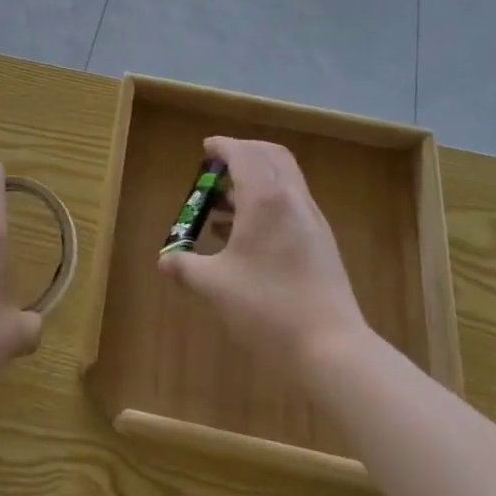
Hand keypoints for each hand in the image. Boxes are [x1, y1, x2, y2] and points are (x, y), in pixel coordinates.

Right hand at [158, 136, 368, 379]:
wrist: (332, 348)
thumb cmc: (267, 308)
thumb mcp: (215, 287)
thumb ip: (186, 267)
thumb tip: (164, 260)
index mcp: (265, 198)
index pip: (243, 154)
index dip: (223, 146)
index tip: (205, 149)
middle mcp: (291, 199)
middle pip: (270, 156)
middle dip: (243, 154)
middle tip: (218, 169)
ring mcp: (311, 220)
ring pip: (284, 180)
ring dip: (255, 180)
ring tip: (223, 207)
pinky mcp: (321, 242)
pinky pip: (291, 204)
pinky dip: (268, 203)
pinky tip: (247, 237)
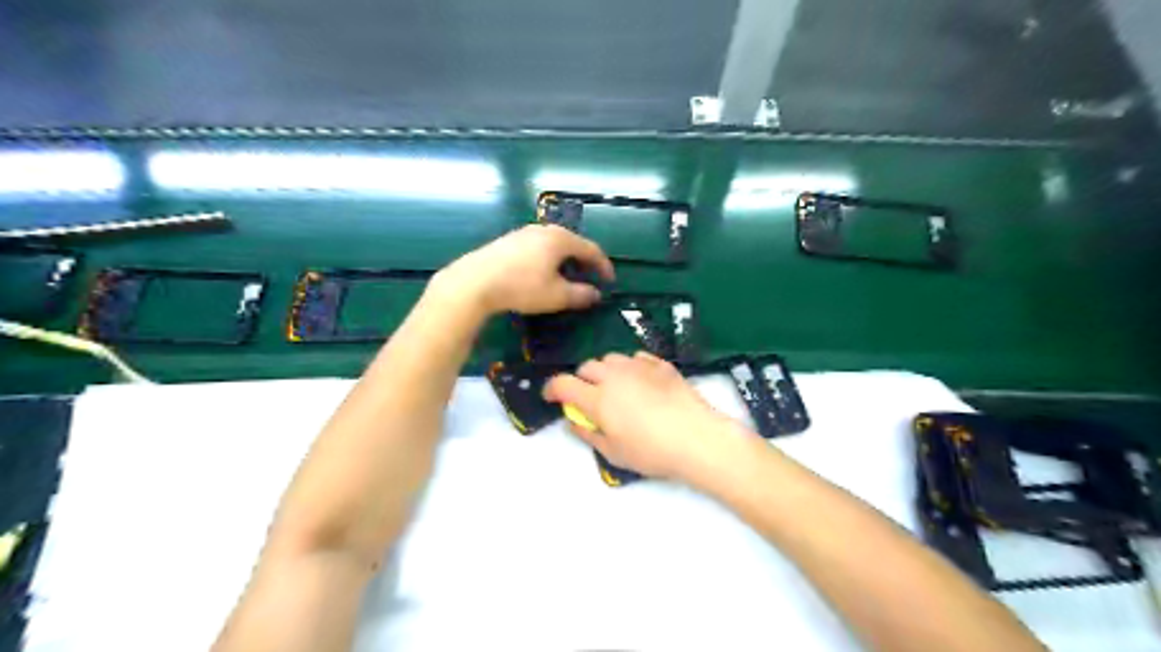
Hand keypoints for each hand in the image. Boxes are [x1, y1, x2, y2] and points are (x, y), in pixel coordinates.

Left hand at [436, 224, 616, 315]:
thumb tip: (596, 294)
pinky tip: (539, 274)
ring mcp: (523, 233)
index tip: (609, 281)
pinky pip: (536, 248)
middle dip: (583, 262)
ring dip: (564, 261)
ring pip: (552, 245)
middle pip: (571, 244)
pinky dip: (546, 260)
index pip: (591, 249)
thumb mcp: (557, 296)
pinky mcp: (507, 241)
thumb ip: (581, 295)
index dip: (603, 266)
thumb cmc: (522, 287)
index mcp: (561, 239)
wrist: (474, 282)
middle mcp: (543, 230)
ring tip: (565, 278)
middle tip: (589, 278)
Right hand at [543, 350, 753, 484]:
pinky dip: (630, 367)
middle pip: (587, 367)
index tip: (551, 397)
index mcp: (598, 398)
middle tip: (588, 398)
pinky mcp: (661, 364)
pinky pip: (636, 357)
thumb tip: (572, 421)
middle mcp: (614, 375)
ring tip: (615, 389)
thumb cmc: (652, 451)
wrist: (697, 438)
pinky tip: (639, 382)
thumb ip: (587, 434)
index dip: (552, 389)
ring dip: (605, 371)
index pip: (563, 384)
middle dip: (581, 380)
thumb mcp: (613, 452)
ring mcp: (639, 366)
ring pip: (611, 358)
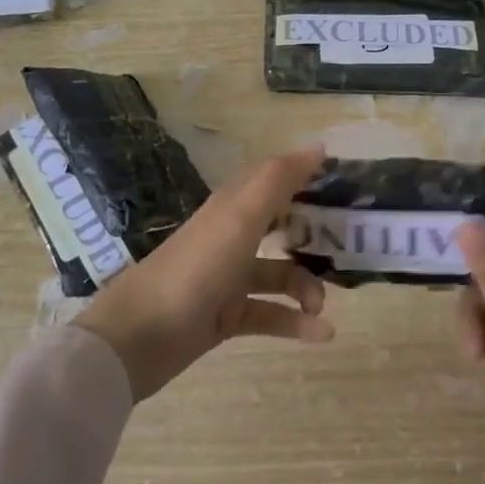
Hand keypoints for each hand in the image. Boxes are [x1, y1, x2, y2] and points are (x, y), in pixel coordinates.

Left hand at [73, 146, 332, 400]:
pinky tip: (322, 334)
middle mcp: (231, 236)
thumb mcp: (240, 217)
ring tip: (321, 306)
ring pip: (279, 274)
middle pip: (280, 226)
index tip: (343, 182)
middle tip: (346, 246)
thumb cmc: (195, 268)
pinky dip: (295, 323)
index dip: (304, 176)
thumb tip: (319, 146)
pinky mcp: (226, 316)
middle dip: (313, 235)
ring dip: (306, 288)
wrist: (138, 338)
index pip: (273, 179)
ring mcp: (227, 278)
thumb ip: (279, 180)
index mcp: (232, 206)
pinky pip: (270, 314)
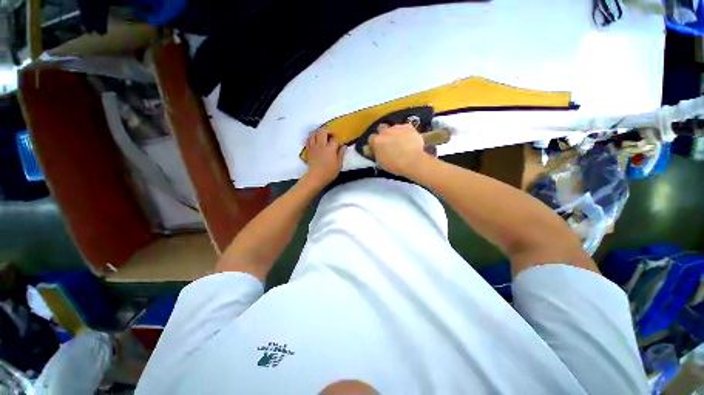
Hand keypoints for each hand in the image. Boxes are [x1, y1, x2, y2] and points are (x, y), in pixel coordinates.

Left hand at [304, 127, 344, 186]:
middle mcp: (321, 145)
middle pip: (323, 131)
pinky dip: (311, 138)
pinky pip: (308, 140)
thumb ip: (341, 154)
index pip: (335, 139)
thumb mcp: (339, 164)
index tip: (339, 145)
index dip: (338, 140)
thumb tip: (344, 146)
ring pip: (314, 133)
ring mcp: (313, 147)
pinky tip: (315, 140)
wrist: (316, 177)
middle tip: (331, 135)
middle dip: (328, 130)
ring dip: (318, 132)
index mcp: (330, 149)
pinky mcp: (308, 150)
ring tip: (322, 136)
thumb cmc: (329, 172)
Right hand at [369, 123, 428, 176]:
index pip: (371, 138)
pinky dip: (407, 133)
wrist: (412, 161)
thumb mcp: (381, 162)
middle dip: (384, 133)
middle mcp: (385, 132)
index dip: (375, 142)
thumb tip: (378, 151)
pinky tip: (410, 140)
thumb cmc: (395, 165)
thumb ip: (378, 153)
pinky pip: (405, 128)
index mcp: (376, 141)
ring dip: (396, 133)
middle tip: (389, 142)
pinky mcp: (408, 126)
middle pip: (381, 128)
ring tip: (402, 142)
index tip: (378, 147)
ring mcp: (397, 127)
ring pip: (394, 128)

→ Exercise instructions: Taking the listing above as the source, transcribe only the lines starting at the line with "ring dip: (564, 261)" and going through the line with "ring tip: (565, 278)", unaltered and with both ends included.

→ Response area:
ring dip: (564, 261)
ring pip: (552, 245)
middle pip: (571, 244)
pinky dip: (546, 260)
index pip: (591, 249)
thumb mcp: (557, 296)
pinky mcp: (507, 241)
thumb ip: (581, 295)
index dip: (603, 266)
thumb cmc: (522, 287)
index mcp: (561, 239)
wrist: (474, 282)
middle mcp: (543, 230)
ring tip: (565, 278)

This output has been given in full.